## Exercise prompt
Out of the data below, copy every line with the string "улица".

## Data excerpts
_____

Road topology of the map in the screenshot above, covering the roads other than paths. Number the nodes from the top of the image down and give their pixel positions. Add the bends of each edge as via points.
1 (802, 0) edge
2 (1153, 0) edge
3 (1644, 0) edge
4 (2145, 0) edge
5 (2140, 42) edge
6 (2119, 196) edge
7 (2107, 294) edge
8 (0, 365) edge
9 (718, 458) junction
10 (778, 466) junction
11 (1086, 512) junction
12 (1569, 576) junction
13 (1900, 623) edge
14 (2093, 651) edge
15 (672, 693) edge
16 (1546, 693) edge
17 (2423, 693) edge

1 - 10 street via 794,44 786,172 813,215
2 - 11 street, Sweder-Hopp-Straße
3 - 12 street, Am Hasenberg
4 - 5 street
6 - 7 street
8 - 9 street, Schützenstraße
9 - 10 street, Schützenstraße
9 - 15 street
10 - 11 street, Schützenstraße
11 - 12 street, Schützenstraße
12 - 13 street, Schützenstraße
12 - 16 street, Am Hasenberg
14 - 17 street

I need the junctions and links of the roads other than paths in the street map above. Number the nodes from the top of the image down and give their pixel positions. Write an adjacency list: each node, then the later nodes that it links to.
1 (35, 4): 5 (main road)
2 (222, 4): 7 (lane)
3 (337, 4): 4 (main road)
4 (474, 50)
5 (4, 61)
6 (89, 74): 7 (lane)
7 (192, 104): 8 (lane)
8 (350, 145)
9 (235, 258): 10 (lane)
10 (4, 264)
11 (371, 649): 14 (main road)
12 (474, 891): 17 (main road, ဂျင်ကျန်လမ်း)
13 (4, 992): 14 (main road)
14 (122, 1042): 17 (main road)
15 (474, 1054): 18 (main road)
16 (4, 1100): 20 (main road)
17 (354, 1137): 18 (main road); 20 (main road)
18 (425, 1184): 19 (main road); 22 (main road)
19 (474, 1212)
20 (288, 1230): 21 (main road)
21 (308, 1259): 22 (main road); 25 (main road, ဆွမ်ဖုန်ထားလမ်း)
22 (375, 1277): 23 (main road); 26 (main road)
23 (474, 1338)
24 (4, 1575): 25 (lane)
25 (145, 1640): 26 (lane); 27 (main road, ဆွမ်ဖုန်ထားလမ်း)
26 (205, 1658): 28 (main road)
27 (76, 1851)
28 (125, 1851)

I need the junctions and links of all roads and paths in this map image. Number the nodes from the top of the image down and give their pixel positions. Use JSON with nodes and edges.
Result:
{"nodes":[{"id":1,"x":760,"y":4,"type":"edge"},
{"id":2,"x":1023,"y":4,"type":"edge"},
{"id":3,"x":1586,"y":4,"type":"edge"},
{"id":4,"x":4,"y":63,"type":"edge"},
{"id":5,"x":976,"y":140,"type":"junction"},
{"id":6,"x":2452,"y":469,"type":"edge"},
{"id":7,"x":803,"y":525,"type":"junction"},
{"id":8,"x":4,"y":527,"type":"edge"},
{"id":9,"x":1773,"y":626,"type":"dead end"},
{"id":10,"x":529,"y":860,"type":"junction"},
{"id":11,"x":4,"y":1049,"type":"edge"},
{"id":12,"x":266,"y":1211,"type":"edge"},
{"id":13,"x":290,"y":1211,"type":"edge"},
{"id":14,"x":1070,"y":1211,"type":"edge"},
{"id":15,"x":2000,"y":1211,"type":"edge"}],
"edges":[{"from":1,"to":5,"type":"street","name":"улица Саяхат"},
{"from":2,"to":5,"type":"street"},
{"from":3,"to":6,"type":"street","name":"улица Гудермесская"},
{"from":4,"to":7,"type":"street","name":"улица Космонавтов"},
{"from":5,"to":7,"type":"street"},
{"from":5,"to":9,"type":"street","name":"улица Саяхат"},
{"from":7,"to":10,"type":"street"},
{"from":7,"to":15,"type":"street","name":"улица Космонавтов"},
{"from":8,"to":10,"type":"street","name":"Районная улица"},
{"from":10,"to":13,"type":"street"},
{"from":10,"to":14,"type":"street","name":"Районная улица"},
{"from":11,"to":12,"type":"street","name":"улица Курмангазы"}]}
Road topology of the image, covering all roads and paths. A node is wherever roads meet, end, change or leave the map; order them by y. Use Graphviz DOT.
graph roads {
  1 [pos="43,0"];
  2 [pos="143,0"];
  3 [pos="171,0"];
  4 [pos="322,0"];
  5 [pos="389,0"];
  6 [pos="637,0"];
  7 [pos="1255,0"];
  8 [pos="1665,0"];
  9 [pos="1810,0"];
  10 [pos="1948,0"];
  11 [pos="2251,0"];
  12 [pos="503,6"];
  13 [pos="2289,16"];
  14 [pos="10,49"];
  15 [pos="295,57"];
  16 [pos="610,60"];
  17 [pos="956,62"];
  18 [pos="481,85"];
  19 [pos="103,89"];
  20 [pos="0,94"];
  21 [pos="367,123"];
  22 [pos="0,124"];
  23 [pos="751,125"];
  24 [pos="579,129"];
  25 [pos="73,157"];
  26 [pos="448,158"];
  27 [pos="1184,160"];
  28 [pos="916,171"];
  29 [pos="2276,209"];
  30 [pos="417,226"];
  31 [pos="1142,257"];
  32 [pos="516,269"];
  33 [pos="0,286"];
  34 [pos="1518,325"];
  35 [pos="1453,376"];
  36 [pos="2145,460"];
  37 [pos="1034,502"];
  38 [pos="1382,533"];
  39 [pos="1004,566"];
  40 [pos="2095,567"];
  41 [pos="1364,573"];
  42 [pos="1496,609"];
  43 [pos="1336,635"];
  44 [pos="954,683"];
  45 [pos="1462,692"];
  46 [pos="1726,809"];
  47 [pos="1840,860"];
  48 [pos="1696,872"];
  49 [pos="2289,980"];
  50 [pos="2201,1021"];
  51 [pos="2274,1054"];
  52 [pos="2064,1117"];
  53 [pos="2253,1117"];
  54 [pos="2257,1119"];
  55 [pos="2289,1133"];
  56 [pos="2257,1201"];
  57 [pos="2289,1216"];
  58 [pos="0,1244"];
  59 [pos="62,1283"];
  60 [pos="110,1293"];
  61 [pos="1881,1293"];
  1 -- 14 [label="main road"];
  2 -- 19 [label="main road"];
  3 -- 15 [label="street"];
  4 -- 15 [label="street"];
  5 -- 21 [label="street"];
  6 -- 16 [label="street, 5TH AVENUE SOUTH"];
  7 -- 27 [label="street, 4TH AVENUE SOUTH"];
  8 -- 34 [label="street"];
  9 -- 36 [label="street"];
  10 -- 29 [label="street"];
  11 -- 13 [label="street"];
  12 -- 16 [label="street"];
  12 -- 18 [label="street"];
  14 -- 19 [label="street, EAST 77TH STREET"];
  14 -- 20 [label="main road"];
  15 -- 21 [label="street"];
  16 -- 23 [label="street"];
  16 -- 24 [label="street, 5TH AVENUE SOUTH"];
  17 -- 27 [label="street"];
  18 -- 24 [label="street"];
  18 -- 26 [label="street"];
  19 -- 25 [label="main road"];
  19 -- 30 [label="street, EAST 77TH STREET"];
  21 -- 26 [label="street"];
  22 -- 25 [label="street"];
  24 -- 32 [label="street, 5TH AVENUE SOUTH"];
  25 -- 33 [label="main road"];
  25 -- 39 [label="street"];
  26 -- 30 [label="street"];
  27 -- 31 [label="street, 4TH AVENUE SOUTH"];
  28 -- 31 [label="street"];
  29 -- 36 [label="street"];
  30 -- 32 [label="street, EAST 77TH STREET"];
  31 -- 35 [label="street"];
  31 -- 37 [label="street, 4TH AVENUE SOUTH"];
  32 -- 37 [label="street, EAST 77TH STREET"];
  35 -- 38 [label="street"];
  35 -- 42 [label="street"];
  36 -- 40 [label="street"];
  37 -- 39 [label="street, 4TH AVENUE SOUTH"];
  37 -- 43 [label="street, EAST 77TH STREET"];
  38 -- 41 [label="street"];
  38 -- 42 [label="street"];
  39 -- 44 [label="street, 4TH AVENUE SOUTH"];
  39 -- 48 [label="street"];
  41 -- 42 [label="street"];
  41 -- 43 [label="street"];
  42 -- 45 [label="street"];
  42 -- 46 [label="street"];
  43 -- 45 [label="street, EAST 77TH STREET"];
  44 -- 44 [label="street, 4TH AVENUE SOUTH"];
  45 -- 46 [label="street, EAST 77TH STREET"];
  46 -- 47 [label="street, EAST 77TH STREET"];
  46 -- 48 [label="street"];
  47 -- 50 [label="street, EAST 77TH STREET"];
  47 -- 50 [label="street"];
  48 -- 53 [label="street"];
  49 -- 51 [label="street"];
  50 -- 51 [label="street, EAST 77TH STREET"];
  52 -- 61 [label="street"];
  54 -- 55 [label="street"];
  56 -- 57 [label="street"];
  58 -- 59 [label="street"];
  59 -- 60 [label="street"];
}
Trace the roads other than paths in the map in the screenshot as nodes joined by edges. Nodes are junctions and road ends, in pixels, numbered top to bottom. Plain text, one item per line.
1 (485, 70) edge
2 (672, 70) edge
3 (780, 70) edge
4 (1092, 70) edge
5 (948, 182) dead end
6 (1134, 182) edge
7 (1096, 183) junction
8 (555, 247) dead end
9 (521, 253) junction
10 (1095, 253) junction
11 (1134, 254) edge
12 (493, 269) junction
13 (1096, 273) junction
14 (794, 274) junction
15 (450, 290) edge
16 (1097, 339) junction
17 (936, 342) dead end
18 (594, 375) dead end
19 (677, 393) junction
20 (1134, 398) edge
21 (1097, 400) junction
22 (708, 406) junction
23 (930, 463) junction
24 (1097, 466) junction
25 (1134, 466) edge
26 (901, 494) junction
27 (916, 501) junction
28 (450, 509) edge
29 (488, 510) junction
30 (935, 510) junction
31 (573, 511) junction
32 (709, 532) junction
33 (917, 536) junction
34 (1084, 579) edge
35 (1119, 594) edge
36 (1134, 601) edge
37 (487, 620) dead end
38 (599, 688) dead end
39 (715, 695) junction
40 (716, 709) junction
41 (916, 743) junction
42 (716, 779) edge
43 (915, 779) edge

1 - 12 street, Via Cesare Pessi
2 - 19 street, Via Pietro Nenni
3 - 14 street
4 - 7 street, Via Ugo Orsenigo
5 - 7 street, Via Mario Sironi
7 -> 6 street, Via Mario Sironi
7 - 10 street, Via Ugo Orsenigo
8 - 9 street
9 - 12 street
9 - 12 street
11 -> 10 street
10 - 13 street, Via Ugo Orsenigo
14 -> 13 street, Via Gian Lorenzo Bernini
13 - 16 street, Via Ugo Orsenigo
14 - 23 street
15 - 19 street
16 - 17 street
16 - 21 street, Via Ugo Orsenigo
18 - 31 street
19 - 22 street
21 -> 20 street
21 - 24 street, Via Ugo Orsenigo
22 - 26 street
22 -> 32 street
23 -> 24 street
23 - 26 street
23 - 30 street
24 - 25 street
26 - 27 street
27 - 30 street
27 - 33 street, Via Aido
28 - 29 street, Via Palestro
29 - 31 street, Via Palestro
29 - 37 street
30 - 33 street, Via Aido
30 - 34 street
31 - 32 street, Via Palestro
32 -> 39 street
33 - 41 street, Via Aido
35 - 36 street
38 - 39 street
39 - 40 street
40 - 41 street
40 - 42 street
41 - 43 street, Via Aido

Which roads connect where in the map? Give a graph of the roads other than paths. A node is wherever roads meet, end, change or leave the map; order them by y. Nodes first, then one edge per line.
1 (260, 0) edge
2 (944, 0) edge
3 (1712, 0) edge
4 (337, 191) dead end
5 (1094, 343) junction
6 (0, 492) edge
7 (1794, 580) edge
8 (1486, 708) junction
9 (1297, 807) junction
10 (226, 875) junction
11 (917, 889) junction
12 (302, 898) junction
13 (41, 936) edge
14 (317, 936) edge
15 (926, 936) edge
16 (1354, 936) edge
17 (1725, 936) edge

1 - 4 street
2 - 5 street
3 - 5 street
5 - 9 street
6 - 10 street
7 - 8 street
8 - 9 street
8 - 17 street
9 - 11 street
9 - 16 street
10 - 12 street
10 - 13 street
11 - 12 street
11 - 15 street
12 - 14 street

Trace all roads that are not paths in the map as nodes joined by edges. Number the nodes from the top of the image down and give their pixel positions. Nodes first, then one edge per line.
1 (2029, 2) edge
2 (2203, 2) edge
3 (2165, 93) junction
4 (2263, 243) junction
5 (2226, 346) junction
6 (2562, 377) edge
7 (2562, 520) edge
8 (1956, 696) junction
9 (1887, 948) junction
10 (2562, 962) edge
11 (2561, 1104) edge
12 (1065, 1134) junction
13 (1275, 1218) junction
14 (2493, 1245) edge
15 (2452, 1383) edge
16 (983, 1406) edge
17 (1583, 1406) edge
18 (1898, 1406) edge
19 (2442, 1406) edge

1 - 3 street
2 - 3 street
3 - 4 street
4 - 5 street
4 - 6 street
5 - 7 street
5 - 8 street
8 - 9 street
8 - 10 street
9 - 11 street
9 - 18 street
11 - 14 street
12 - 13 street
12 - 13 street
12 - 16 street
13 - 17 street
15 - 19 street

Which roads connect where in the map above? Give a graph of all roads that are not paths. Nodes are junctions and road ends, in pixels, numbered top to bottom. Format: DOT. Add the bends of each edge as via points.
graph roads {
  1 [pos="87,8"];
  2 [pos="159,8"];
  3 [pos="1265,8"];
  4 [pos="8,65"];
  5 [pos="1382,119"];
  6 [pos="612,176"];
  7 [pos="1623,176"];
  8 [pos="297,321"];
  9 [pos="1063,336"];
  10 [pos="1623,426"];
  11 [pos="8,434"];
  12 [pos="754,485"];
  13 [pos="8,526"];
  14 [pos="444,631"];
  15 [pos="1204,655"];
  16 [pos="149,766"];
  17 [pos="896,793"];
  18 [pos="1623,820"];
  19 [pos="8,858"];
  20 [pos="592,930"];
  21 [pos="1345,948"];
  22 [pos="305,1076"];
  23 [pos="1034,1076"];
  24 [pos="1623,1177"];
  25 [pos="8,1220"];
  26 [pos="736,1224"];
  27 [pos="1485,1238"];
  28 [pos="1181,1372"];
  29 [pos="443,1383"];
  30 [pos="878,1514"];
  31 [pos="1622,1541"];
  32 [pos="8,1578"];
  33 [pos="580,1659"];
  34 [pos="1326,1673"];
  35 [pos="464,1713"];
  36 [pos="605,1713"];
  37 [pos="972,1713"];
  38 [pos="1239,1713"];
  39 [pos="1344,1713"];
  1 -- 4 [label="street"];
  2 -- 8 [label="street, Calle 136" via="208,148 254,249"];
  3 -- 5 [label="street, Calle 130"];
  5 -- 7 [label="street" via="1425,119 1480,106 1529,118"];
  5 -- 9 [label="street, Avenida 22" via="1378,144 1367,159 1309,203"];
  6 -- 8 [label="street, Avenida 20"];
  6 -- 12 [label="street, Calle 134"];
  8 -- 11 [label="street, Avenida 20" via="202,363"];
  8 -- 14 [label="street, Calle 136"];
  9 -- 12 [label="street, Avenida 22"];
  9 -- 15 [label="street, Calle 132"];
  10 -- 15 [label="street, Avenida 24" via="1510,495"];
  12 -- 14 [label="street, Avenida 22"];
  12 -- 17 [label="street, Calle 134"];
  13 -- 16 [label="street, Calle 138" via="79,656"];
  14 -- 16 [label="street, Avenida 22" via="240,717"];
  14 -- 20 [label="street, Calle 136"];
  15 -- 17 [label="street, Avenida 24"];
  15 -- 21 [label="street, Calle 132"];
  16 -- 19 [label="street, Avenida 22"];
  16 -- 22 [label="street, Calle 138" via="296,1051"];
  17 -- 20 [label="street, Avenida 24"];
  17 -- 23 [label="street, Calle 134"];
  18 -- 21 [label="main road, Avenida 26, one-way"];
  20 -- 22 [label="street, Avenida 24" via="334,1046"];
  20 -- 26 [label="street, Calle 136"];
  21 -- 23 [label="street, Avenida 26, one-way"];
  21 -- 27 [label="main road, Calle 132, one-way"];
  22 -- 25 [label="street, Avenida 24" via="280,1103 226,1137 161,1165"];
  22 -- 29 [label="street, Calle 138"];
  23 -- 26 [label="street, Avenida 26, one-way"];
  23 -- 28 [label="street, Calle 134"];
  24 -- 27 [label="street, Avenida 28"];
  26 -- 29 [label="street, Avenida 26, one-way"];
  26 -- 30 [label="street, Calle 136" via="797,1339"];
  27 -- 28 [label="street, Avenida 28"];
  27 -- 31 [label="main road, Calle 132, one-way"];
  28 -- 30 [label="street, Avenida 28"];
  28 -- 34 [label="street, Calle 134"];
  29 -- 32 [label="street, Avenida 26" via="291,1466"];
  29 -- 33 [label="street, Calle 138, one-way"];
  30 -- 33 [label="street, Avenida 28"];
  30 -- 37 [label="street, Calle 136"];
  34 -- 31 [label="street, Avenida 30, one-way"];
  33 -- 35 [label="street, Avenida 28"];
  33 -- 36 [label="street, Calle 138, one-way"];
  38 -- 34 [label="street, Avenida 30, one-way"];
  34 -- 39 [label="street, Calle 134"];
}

_____

## Task response
"edges":[{"from":1,"to":5,"type":"street","name":"улица Саяхат"},
{"from":3,"to":6,"type":"street","name":"улица Гудермесская"},
{"from":4,"to":7,"type":"street","name":"улица Космонавтов"},
{"from":5,"to":9,"type":"street","name":"улица Саяхат"},
{"from":7,"to":15,"type":"street","name":"улица Космонавтов"},
{"from":8,"to":10,"type":"street","name":"Районная улица"},
{"from":10,"to":14,"type":"street","name":"Районная улица"},
{"from":11,"to":12,"type":"street","name":"улица Курмангазы"}]}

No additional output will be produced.